* Exercise
Leave out every picture, then transcribe the rest of the listing exactly.
┌──
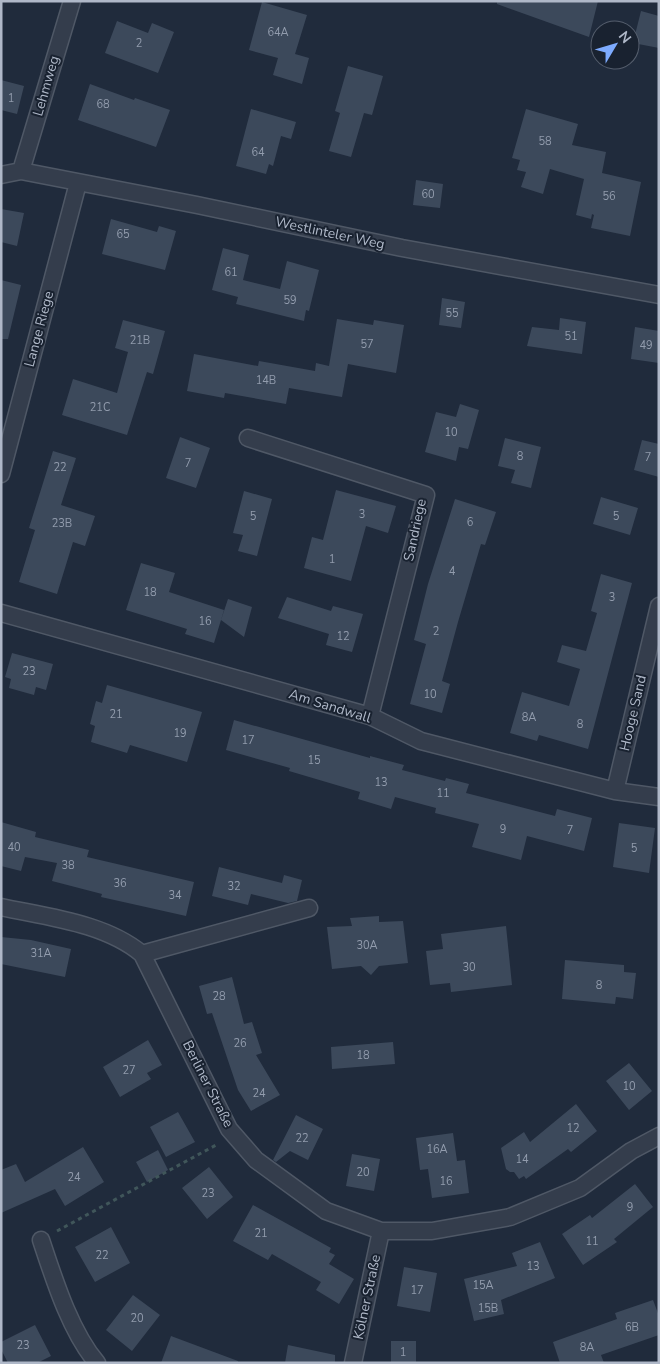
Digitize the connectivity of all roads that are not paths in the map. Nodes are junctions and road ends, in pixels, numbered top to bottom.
1 (72, 1) edge
2 (21, 171) junction
3 (1, 175) edge
4 (78, 183) junction
5 (659, 295) edge
6 (248, 438) dead end
7 (1, 474) edge
8 (659, 606) edge
9 (1, 613) edge
10 (370, 716) junction
11 (615, 791) junction
12 (659, 797) edge
13 (1, 907) edge
14 (309, 908) dead end
15 (142, 954) junction
16 (659, 1136) edge
17 (381, 1231) junction
18 (41, 1240) road end
19 (97, 1363) edge
20 (353, 1363) edge

1 - 2 street, Lehmweg
2 - 3 street, Westlinteler Weg
2 - 4 street, Westlinteler Weg
4 - 5 street, Westlinteler Weg
4 - 7 street, Lange Riege
6 - 10 street, Sandriege
8 - 11 street, Hooge Sand
9 - 10 street, Am Sandwall
10 - 11 street, Am Sandwall
11 - 12 street, Am Sandwall
13 - 15 street
14 - 15 street
15 - 17 street, Berliner Straße
16 - 17 street, Berliner Straße
17 - 20 street, Kölner Straße
18 - 19 street

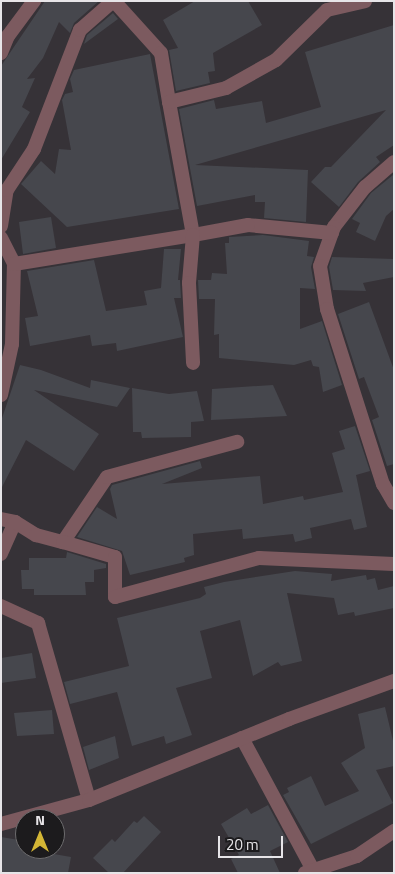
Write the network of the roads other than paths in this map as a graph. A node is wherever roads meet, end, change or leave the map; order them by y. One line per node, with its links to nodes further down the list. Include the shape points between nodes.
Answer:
1 (34, 1): 4 (street, via 8,36)
2 (114, 1): 5 (street, via 161,53); 7 (street, via 80,30 34,148 7,190)
3 (365, 1): 5 (street, via 327,10 276,60 226,88)
4 (1, 53)
5 (168, 102): 9 (street)
6 (394, 162): 8 (street, via 364,187)
7 (1, 226)
8 (332, 233): 9 (street, via 248,226); 15 (street, via 320,266 327,309 383,484)
9 (193, 235): 11 (street); 12 (street, via 189,283)
10 (1, 238): 11 (street)
11 (14, 264): 13 (street, via 12,344)
12 (193, 363)
13 (1, 395)
14 (237, 442): 17 (street, via 107,477)
15 (394, 503)
16 (8, 520): 17 (street, via 36,535); 18 (street)
17 (63, 542): 19 (street, via 116,557 115,597 259,558)
18 (1, 554)
19 (394, 564)
20 (1, 606): 23 (street, via 38,622)
21 (394, 682): 22 (street)
22 (242, 738): 23 (street); 26 (street)
23 (89, 800): 24 (street)
24 (1, 824)
25 (394, 831): 26 (street, via 357,856)
26 (309, 872)

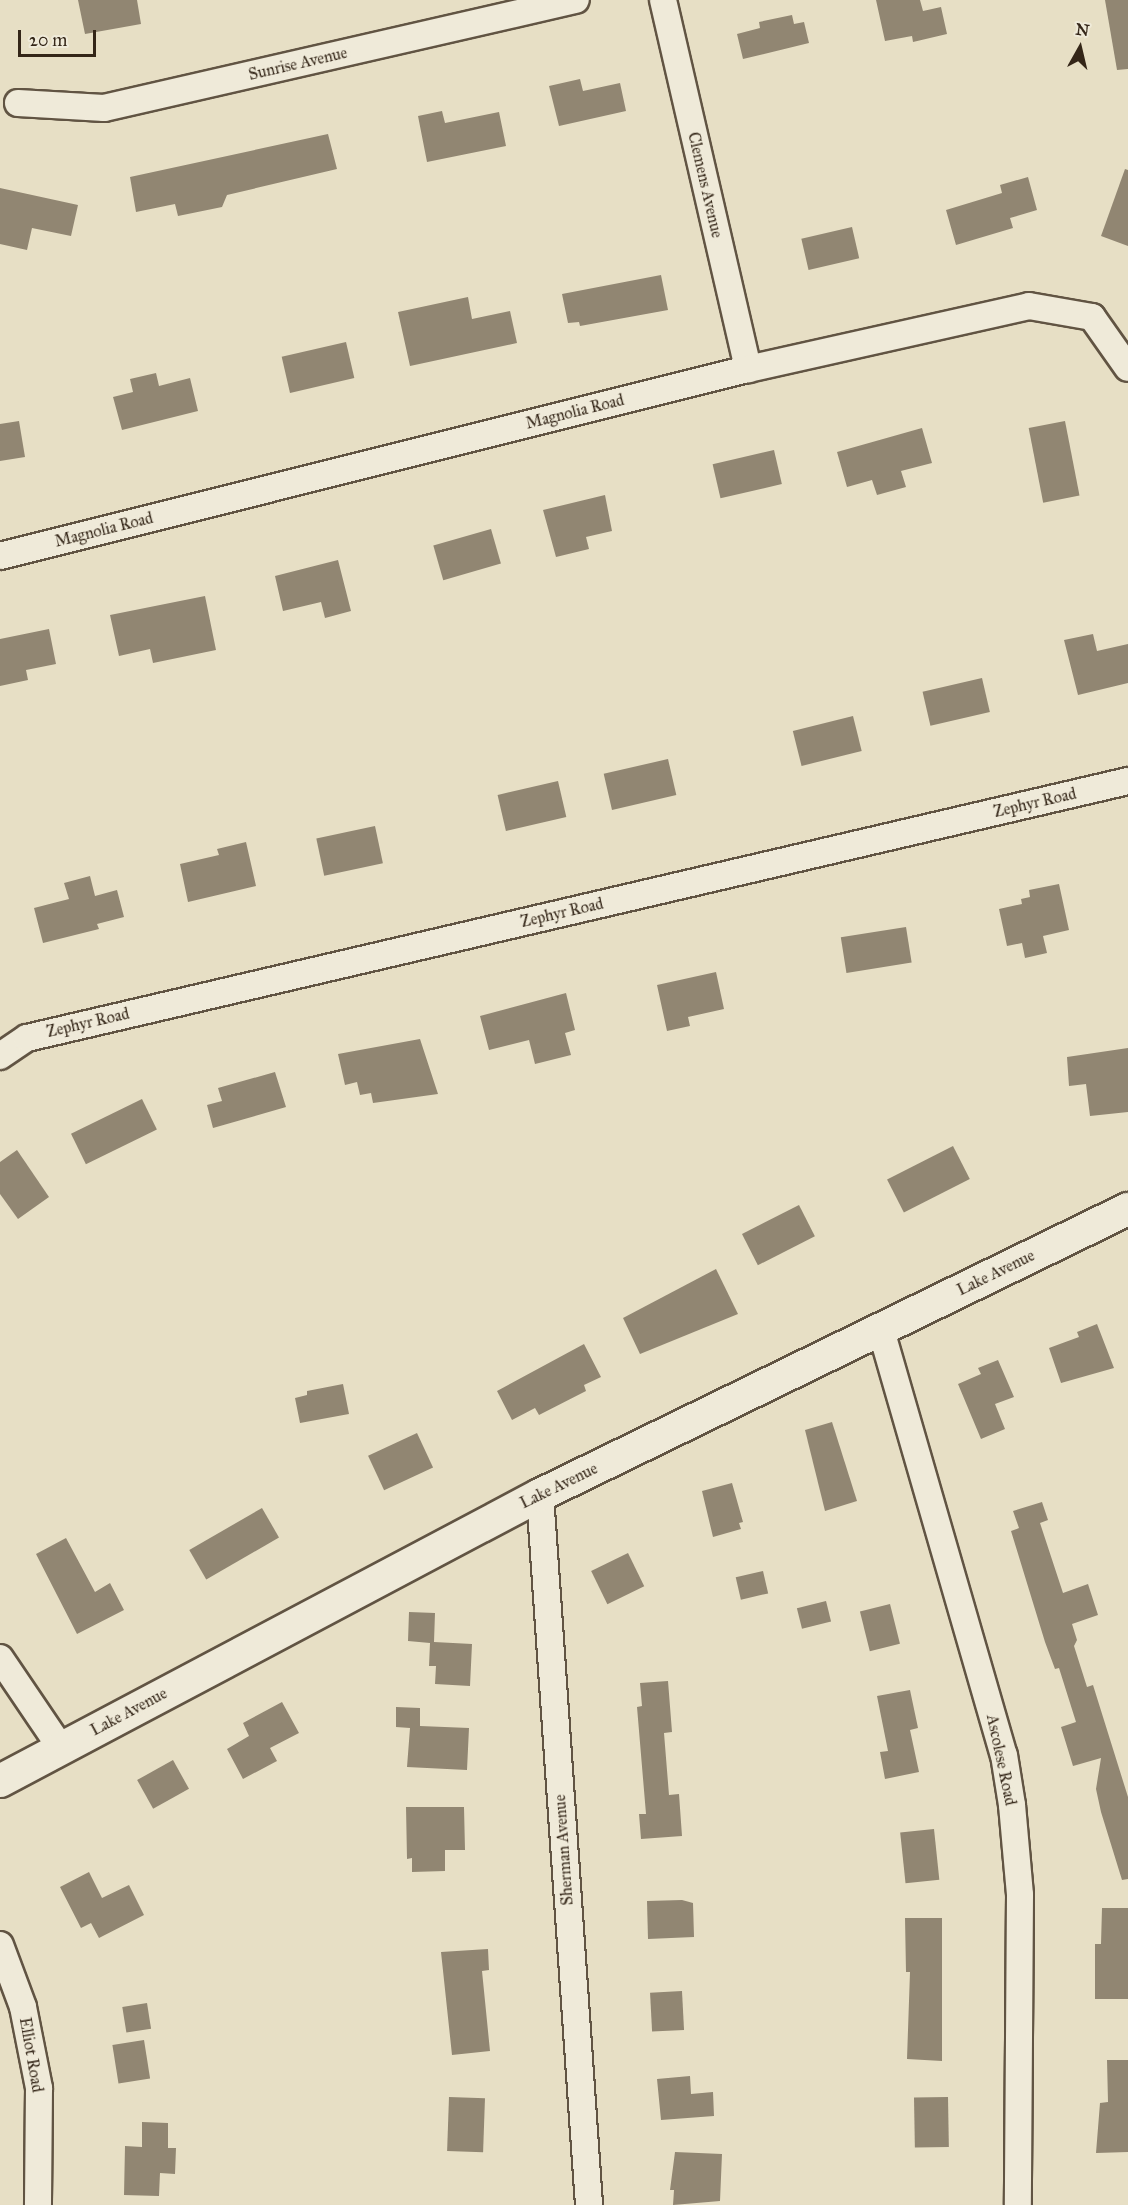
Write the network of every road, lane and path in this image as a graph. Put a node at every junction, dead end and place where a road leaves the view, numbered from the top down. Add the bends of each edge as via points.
1 (576, 0) edge
2 (663, 0) edge
3 (18, 104) dead end
4 (1128, 368) edge
5 (748, 369) junction
6 (0, 556) edge
7 (1128, 781) edge
8 (0, 1056) edge
9 (1128, 1209) edge
10 (881, 1330) junction
11 (540, 1495) junction
12 (0, 1658) edge
13 (61, 1748) junction
14 (0, 1781) edge
15 (0, 1945) edge
16 (38, 2205) edge
17 (589, 2205) edge
18 (1018, 2205) edge

1 - 3 street, Sunrise Avenue via 104,108
2 - 5 street, Clemens Avenue
4 - 5 street, Magnolia Road via 1092,317 1029,306
5 - 6 street, Magnolia Road
7 - 8 street, Zephyr Road via 27,1038
9 - 10 street, Lake Avenue
10 - 11 street, Lake Avenue
10 - 18 street, Ascolese Road via 1004,1755 1012,1805 1020,1895
11 - 13 street, Lake Avenue
11 - 17 street, Sherman Avenue
12 - 13 street
13 - 14 street, Lake Avenue
15 - 16 street, Elliot Road via 23,2007 39,2088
└──
* Response to the exercise
Digitize the connectivity of all roads that are not paths in the map. Nodes are junctions and road ends, in pixels, numbered top to bottom.
1 (72, 1) edge
2 (21, 171) junction
3 (1, 175) edge
4 (78, 183) junction
5 (659, 295) edge
6 (248, 438) dead end
7 (1, 474) edge
8 (659, 606) edge
9 (1, 613) edge
10 (370, 716) junction
11 (615, 791) junction
12 (659, 797) edge
13 (1, 907) edge
14 (309, 908) dead end
15 (142, 954) junction
16 (659, 1136) edge
17 (381, 1231) junction
18 (41, 1240) road end
19 (97, 1363) edge
20 (353, 1363) edge

1 - 2 street, Lehmweg
2 - 3 street, Westlinteler Weg
2 - 4 street, Westlinteler Weg
4 - 5 street, Westlinteler Weg
4 - 7 street, Lange Riege
6 - 10 street, Sandriege
8 - 11 street, Hooge Sand
9 - 10 street, Am Sandwall
10 - 11 street, Am Sandwall
11 - 12 street, Am Sandwall
13 - 15 street
14 - 15 street
15 - 17 street, Berliner Straße
16 - 17 street, Berliner Straße
17 - 20 street, Kölner Straße
18 - 19 street

Write the network of the roads other than paths in this map as a graph. A node is wherever roads meet, end, change or leave the map; order them by y. One line per node, with its links to nodes further down the list. Include the shape points between nodes.
Answer:
1 (34, 1): 4 (street, via 8,36)
2 (114, 1): 5 (street, via 161,53); 7 (street, via 80,30 34,148 7,190)
3 (365, 1): 5 (street, via 327,10 276,60 226,88)
4 (1, 53)
5 (168, 102): 9 (street)
6 (394, 162): 8 (street, via 364,187)
7 (1, 226)
8 (332, 233): 9 (street, via 248,226); 15 (street, via 320,266 327,309 383,484)
9 (193, 235): 11 (street); 12 (street, via 189,283)
10 (1, 238): 11 (street)
11 (14, 264): 13 (street, via 12,344)
12 (193, 363)
13 (1, 395)
14 (237, 442): 17 (street, via 107,477)
15 (394, 503)
16 (8, 520): 17 (street, via 36,535); 18 (street)
17 (63, 542): 19 (street, via 116,557 115,597 259,558)
18 (1, 554)
19 (394, 564)
20 (1, 606): 23 (street, via 38,622)
21 (394, 682): 22 (street)
22 (242, 738): 23 (street); 26 (street)
23 (89, 800): 24 (street)
24 (1, 824)
25 (394, 831): 26 (street, via 357,856)
26 (309, 872)

Write the network of every road, lane and path in this image as a graph. Put a node at every junction, dead end and place where a road leaves the view, numbered from the top down. Add the bends of each edge as via points.
1 (576, 0) edge
2 (663, 0) edge
3 (18, 104) dead end
4 (1128, 368) edge
5 (748, 369) junction
6 (0, 556) edge
7 (1128, 781) edge
8 (0, 1056) edge
9 (1128, 1209) edge
10 (881, 1330) junction
11 (540, 1495) junction
12 (0, 1658) edge
13 (61, 1748) junction
14 (0, 1781) edge
15 (0, 1945) edge
16 (38, 2205) edge
17 (589, 2205) edge
18 (1018, 2205) edge

1 - 3 street, Sunrise Avenue via 104,108
2 - 5 street, Clemens Avenue
4 - 5 street, Magnolia Road via 1092,317 1029,306
5 - 6 street, Magnolia Road
7 - 8 street, Zephyr Road via 27,1038
9 - 10 street, Lake Avenue
10 - 11 street, Lake Avenue
10 - 18 street, Ascolese Road via 1004,1755 1012,1805 1020,1895
11 - 13 street, Lake Avenue
11 - 17 street, Sherman Avenue
12 - 13 street
13 - 14 street, Lake Avenue
15 - 16 street, Elliot Road via 23,2007 39,2088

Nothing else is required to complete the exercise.